How do I set my laser printer on stun?
How is it possible to have a civil war?
If all the world is a stage, where is the audience sitting?
If God dropped acid, would he see people?
If love is blind, why is lingerie so popular?
If one synchronized swimmer drowns, do the rest have to drown too?
If the #2 pencil is the most popular, why is it still #2?
If work is so terrific, how come they have to pay you to do it?
If you're born again, do you have two bellybuttons?
If you ate pasta and antipasta, would you still be hungry?
If you try to fail, and succeed, which have you done?
Is a castrated pig disgruntled?
Why are hemorrhoids called "hemorrhoids" instead of "asteroids"?
Why is it called tourist season if we can't shoot at them?
Why is the alphabet in that order? Is it because of that song?
What happens when none of your bees wax?
Where are we going? And what's with this handbasket?
If the black box flight recorder is never damaged during a plane
crash,
why isn't the whole airplane made out of the stuff?
Why is there an expiration date on sour cream?
If most car accidents occur within five miles of home,why doesn't
everyone just move 10 miles away?
Don't sweat the petty things and don't pet the sweaty things.
One tequila, two tequila, three tequila, floor.
Atheism is a nonprophet organization.
If man evolved from monkeys and apes, why do we still have monkeys
and apes?
The main reason Santa is so jolly is because he knows where all the
bad
girls live.
I went to a bookstore and asked the saleswoman, "Where's the self-help
section?" She said if she told me, it would defeat the purpose.

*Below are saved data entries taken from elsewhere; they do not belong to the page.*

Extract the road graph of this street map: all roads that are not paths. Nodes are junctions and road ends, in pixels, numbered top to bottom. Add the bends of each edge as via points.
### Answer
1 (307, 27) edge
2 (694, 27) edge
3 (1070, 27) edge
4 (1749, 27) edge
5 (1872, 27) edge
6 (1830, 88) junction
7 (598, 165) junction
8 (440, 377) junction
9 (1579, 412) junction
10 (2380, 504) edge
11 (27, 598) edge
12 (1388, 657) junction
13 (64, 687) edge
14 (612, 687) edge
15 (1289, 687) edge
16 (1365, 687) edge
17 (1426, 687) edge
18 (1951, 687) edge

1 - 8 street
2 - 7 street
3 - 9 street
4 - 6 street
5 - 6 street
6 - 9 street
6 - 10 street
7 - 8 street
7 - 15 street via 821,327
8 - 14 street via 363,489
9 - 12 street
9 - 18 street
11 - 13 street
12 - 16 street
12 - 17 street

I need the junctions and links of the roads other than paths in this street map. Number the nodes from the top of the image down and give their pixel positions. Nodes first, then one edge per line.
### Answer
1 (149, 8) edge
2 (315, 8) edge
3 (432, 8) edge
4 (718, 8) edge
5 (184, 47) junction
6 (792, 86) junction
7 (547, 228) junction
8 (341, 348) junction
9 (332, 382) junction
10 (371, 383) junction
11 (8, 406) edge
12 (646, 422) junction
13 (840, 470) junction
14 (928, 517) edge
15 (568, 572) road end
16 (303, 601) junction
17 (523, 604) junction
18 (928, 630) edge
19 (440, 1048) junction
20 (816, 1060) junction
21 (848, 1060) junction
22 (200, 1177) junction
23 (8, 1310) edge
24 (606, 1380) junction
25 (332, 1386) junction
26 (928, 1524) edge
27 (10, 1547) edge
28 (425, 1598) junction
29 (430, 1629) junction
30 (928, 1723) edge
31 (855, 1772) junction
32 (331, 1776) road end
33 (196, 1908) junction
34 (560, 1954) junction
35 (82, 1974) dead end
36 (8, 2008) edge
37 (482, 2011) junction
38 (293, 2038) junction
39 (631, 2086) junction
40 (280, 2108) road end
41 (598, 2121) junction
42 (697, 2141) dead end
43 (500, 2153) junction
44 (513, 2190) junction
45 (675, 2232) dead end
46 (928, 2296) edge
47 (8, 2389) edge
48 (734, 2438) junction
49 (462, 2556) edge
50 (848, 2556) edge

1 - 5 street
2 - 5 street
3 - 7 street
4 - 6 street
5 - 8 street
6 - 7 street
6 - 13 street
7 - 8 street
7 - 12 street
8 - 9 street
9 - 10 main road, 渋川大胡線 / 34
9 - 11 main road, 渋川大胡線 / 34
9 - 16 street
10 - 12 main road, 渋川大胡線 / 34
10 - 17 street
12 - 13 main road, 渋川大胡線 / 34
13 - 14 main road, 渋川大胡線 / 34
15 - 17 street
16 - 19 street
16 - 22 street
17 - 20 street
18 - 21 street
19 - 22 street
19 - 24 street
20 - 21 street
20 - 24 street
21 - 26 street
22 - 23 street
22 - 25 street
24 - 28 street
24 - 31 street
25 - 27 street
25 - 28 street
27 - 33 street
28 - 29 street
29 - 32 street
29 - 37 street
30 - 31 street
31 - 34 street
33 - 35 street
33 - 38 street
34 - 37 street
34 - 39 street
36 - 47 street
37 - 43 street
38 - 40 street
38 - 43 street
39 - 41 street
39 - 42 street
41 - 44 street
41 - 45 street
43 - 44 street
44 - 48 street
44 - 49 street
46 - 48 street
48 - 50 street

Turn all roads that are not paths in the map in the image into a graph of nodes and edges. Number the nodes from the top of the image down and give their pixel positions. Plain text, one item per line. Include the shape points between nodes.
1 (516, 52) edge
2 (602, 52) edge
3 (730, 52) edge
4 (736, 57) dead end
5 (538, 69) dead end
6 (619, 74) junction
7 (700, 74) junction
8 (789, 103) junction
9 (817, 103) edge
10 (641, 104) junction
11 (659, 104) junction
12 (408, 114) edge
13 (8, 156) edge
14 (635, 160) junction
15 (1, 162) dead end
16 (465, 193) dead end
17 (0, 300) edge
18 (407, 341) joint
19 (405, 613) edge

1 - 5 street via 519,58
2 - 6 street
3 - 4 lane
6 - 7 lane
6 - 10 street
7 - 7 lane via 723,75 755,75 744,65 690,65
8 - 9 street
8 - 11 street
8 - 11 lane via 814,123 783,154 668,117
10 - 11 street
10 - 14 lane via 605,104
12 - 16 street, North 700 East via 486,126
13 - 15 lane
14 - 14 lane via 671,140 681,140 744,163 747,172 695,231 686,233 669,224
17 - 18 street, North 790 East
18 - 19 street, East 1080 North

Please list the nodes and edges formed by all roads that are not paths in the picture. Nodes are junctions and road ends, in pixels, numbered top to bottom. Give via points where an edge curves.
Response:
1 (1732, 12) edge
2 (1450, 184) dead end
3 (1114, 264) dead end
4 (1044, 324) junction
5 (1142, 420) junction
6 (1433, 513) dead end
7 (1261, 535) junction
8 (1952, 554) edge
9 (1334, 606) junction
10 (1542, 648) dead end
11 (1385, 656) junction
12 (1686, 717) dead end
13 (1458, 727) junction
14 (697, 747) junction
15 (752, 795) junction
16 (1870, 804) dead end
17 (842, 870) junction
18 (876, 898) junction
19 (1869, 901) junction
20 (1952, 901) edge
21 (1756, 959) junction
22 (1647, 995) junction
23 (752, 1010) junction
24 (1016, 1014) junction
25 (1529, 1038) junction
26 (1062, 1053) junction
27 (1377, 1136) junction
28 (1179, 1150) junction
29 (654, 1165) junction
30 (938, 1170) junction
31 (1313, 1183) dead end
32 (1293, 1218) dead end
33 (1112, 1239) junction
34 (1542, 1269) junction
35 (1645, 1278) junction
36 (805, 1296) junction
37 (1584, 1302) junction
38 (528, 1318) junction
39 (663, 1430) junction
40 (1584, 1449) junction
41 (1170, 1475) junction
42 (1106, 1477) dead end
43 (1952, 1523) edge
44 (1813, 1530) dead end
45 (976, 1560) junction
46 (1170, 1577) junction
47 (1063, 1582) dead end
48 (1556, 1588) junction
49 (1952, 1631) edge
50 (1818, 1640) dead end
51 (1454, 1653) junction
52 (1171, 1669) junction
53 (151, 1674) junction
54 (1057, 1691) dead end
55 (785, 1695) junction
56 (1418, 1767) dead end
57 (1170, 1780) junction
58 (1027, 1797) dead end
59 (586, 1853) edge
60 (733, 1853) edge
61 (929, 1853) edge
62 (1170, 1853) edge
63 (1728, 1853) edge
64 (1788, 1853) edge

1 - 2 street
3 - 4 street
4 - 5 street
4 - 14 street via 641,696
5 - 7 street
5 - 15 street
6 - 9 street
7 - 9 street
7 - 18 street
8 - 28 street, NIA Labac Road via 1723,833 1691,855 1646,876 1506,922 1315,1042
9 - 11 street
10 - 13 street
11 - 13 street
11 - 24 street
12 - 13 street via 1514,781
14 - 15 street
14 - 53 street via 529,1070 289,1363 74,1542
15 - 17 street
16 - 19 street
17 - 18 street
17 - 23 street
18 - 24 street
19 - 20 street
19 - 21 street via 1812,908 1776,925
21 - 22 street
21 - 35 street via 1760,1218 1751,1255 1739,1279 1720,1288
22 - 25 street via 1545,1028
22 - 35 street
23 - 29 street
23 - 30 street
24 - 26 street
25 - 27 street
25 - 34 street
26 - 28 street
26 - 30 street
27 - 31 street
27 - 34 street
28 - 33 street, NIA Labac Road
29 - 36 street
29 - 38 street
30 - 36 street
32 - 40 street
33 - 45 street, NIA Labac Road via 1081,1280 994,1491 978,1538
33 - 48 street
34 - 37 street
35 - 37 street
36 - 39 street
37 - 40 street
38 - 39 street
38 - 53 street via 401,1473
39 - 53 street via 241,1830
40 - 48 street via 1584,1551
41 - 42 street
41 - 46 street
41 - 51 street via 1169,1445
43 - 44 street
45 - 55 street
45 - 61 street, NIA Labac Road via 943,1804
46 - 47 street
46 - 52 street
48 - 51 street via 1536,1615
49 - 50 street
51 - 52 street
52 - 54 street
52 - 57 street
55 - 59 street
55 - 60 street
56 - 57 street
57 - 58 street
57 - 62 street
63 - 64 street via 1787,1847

If all those psychics know the winning lottery numbers, why are they all
still working?
Could it be that all those trick-or-treaters wearing sheets aren't going as ghosts but as
mattresses?
Should crematoriums give discounts for burn victims?
If a mute swears, does his mother wash his hands with soap?
And whose cruel idea was it for the word "Lisp" to have a "S" in it?